Terry Brands (born April 9, 1968) is an American Olympic wrestler who won a bronze medal at the 2000 Summer Olympics, after losing the semi-final match to the Iranian wrestler, Alireza Dabir. While wrestling at the University of Iowa, Brands won NCAA titles in 1990 and 1992, both at 126 pounds. He was a two-time world freestyle champion at 58 kg, winning titles in 1993 and 1995. Terry became the head wrestling coach at The University of Tennessee at Chattanooga where he coached the likes of Christopher Bird and Matthew Wilbanks. Terry also served as an assistant coach at Montana State-Northern.

His twin brother, Tom Brands, a fellow wrestler, won a gold medal in the 1996 Summer Olympics. Brands grew up in Sheldon, Iowa. After serving as resident coach for the United States Olympic Training Center in Colorado Springs, Colorado, he currently is Associate Head Coach for the University of Iowa Hawkeyes, serving under his twin brother, head coach Tom Brands.

Brands lost to Kendall Cross in the 1996 Olympic trials. Cross went on to win the gold medal in Atlanta.

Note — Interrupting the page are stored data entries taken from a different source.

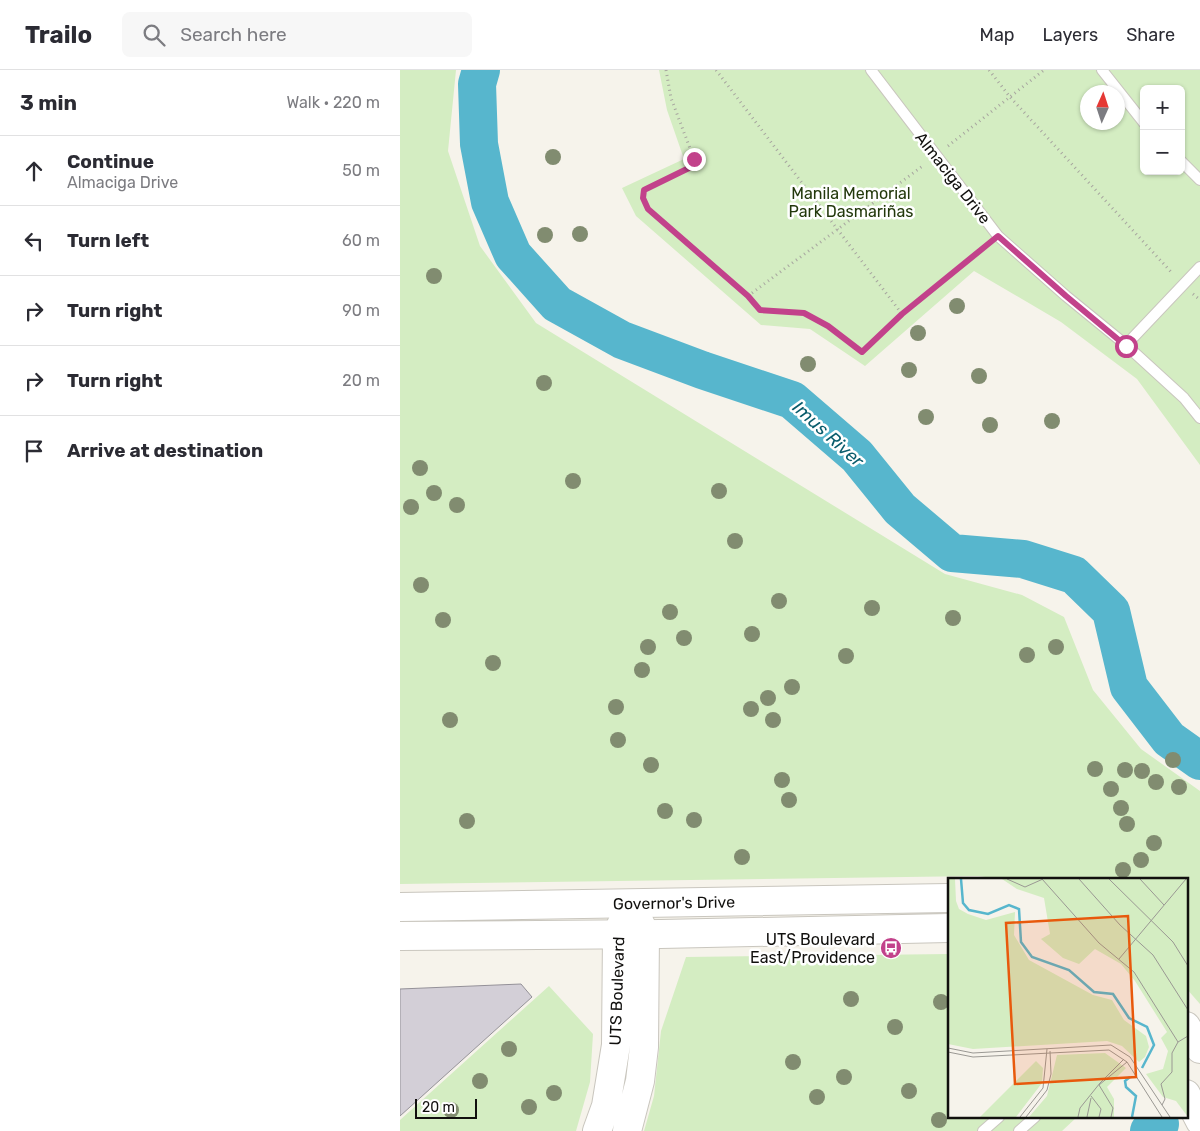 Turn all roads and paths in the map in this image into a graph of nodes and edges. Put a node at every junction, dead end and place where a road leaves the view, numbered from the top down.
1 (666, 70) edge
2 (716, 70) edge
3 (871, 70) edge
4 (989, 70) edge
5 (1044, 70) edge
6 (1102, 70) edge
7 (1010, 97) junction
8 (1140, 118) edge
9 (936, 156) junction
10 (1185, 165) edge
11 (1200, 180) edge
12 (838, 230) junction
13 (998, 236) junction
14 (1200, 267) edge
15 (1183, 284) junction
16 (748, 296) junction
17 (902, 314) junction
18 (1126, 346) junction
19 (1200, 418) edge
20 (948, 898) edge
21 (630, 904) junction
22 (400, 907) edge
23 (948, 928) edge
24 (617, 934) junction
25 (645, 934) junction
26 (400, 936) edge
27 (1188, 1098) edge
28 (998, 1118) edge
29 (1035, 1118) edge
30 (1200, 1121) edge
31 (987, 1130) edge
32 (597, 1131) edge
33 (627, 1131) edge
34 (1019, 1131) edge

1 - 16 path
2 - 12 path
3 - 9 lane, Almaciga Drive
4 - 7 path
5 - 7 path
6 - 8 lane
7 - 9 path
7 - 15 path
9 - 12 path
9 - 13 lane, Almaciga Drive
10 - 11 lane
12 - 16 path
12 - 17 path
13 - 17 path
13 - 18 lane, Almaciga Drive
14 - 15 lane
15 - 18 lane
16 - 17 path
18 - 19 lane, Almaciga Drive
20 - 21 main road, Governor's Drive
21 - 22 main road, Governor's Drive
21 - 24 main road, UTS Boulevard
21 - 25 main road, UTS Boulevard
23 - 25 main road, Governor's Drive
24 - 25 main road, Governor's Drive
24 - 26 main road, Governor's Drive
24 - 32 main road, UTS Boulevard
25 - 33 main road, UTS Boulevard
27 - 30 main road
28 - 31 lane
29 - 34 lane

Brands reached the Olympics in 2000 and won a bronze medal.

Terry Brands now serves as the Associate Head Coach at the University of Iowa.  Since coaching at Iowa he has set school records for the longest dual unbeaten (84), longest winning streak (69), and most dual shutouts (8).  He also coaches the Hawkeye Wrestling Club and was named the 2014 Terry McCann Freestyle Coach of the Year.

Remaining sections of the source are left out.